Repeat this step 10 to 20 times, two times per day. If your dog should become distracted or resistant during this step reduce the number of repetitions in each lesson. As with other commands, you will know it is time for the next step when your dog moves toward the bed with little or no physical prompting from the leash.
Next step…reinforce the “go-to…” command.
Press and hold the controller button when you give the command “Go To your bed”. Your dog should right away move towards the bed and sit or lay down and upon doing so, immediately release the hand controller button.
Should your dog move off of the bed without the release command, immediately press the hand controller button and guide your dog back into position.
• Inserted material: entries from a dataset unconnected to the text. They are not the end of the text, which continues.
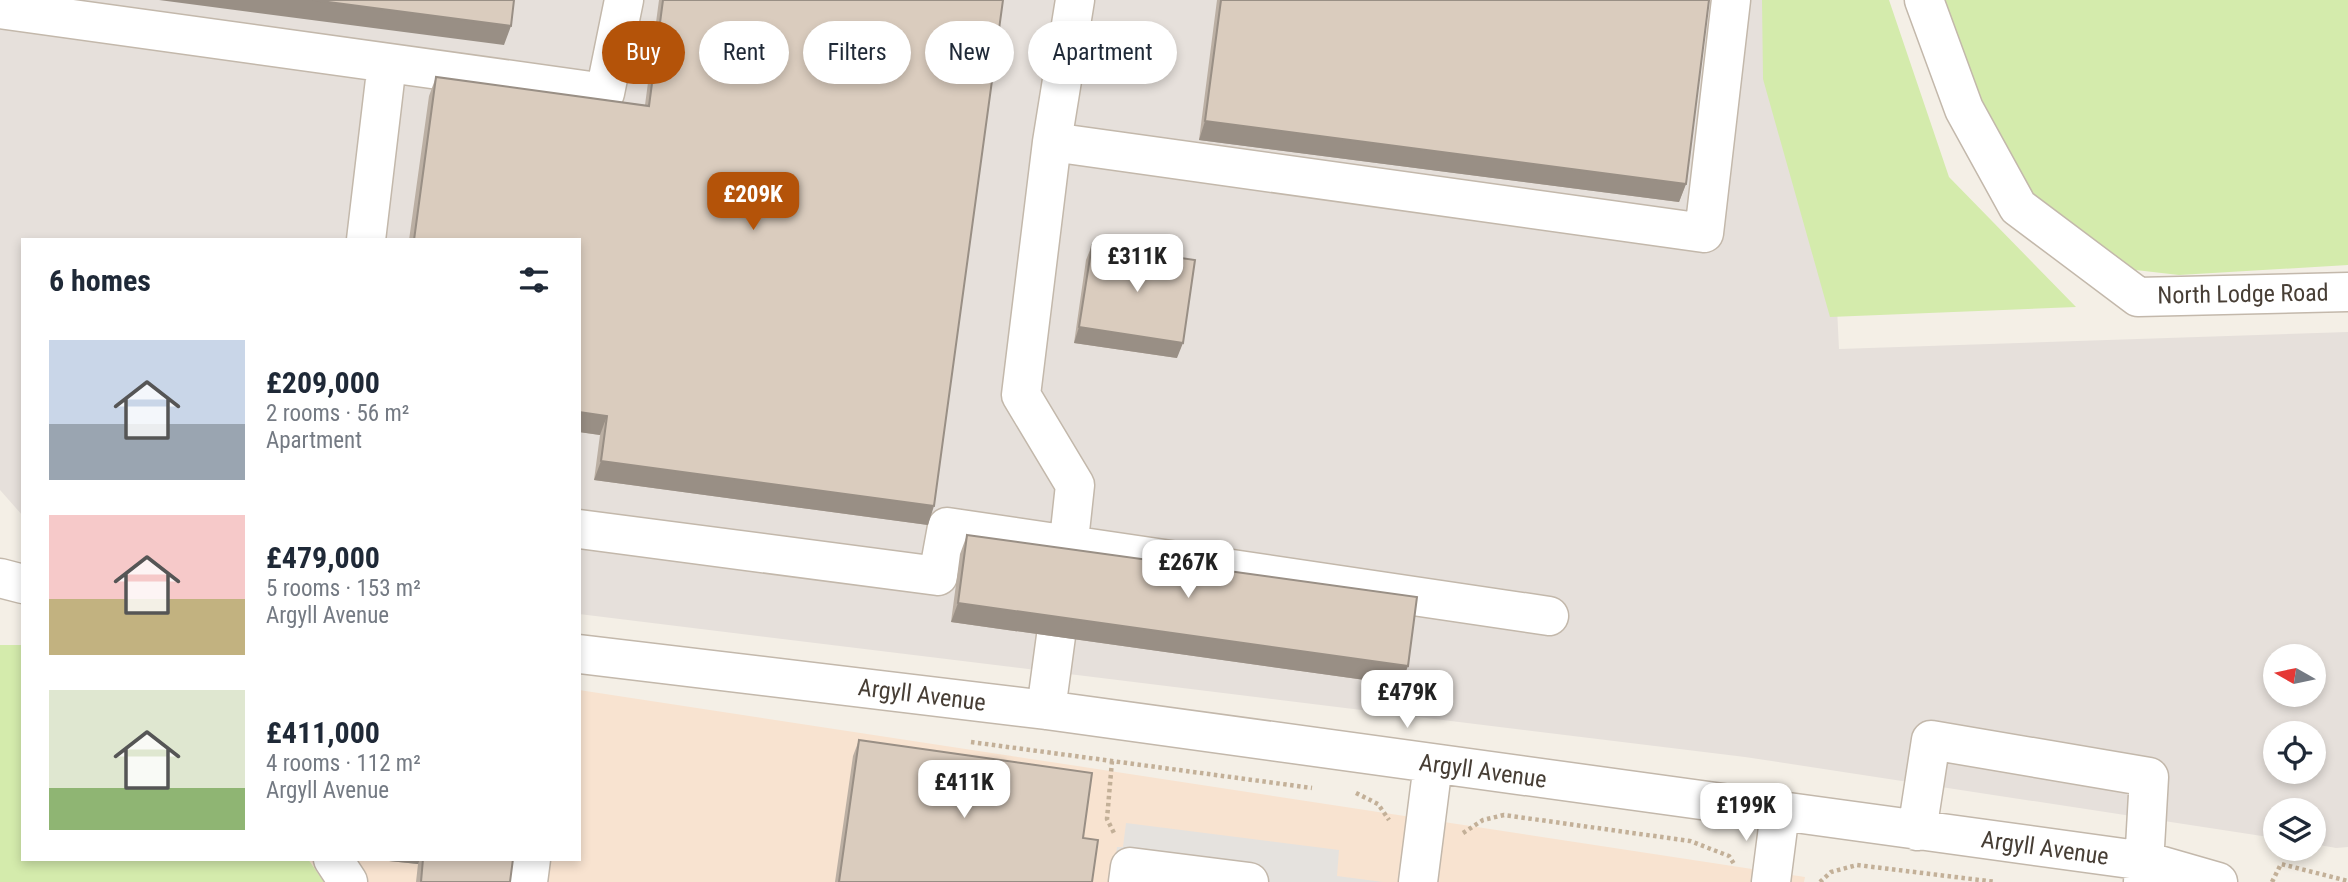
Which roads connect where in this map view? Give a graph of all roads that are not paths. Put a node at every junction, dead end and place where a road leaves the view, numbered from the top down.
1 (624, 0) edge
2 (1075, 0) edge
3 (1731, 0) edge
4 (1924, 0) edge
5 (0, 9) edge
6 (387, 63) junction
7 (1052, 142) junction
8 (366, 238) edge
9 (2348, 292) edge
10 (581, 529) edge
11 (1066, 556) junction
12 (0, 578) edge
13 (21, 583) edge
14 (1549, 616) dead end
15 (1056, 636) edge
16 (581, 654) edge
17 (1045, 710) junction
18 (1433, 764) junction
19 (1780, 812) junction
20 (1917, 831) junction
21 (334, 861) edge
22 (531, 861) edge
23 (2144, 872) edge
24 (1129, 874) edge
25 (348, 882) edge
26 (528, 882) edge
27 (1249, 882) edge
28 (1418, 882) edge
29 (1771, 882) edge
30 (2218, 882) edge

1 - 6 street
2 - 7 street
3 - 7 street
4 - 9 street, North Lodge Road
5 - 6 street
6 - 8 street
7 - 11 street
10 - 11 street
11 - 14 street
12 - 13 street
15 - 17 street
16 - 17 street, Argyll Avenue
17 - 18 street, Argyll Avenue
18 - 19 street, Argyll Avenue
18 - 28 street
19 - 20 street, Argyll Avenue
19 - 29 street
20 - 23 street, Argyll Avenue
20 - 23 street
21 - 25 street
22 - 26 street
23 - 30 street, Argyll Avenue
24 - 27 street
Remember, should your dog appear to be confused on what action causes the collar to turn off, repeat the early teaching steps.
We’re now ready to train the “go-to” step without the leash.
With the bed a few feet away, take the dog’s leash off and repeat the “go-to” lessons with increasing distractions and temptations. Roll a ball, ring the door bell and have people walk through the area. Your dog should not move from the bed or any other initital position.
You will also need to practice the “Go to” command from greater distances. As your dog perfects going to the bed when it is insight, move the bed to a location around a corner. This will most likely baffle your dog at first because the bed is not in sight, so help your dog to the new location before you use the remote training collar.
This request is like a totally new command for your dog and you may need to start with the first step; teaching.
As you add new commands, you will find that your dog is moving through the steps with increasing speed. Learning is a process that dogs will grow accustomed to very quickly.
You can teach the “come” command on a 15 foot lead or retractable leash. Attach the leash to your dog’s collar and put in a sit position. Walk to the end of your leash, turn and face your dog. Give the “come” command, give the leash a snap and jog backwards a few steps. Your dog should start to return to you.
For added reliability and safety, the come command should end in a sit. Do not give the sit command when your dog arrives, simply put your dog in a sit with lot’s of praise and petting. Give your release command when finished.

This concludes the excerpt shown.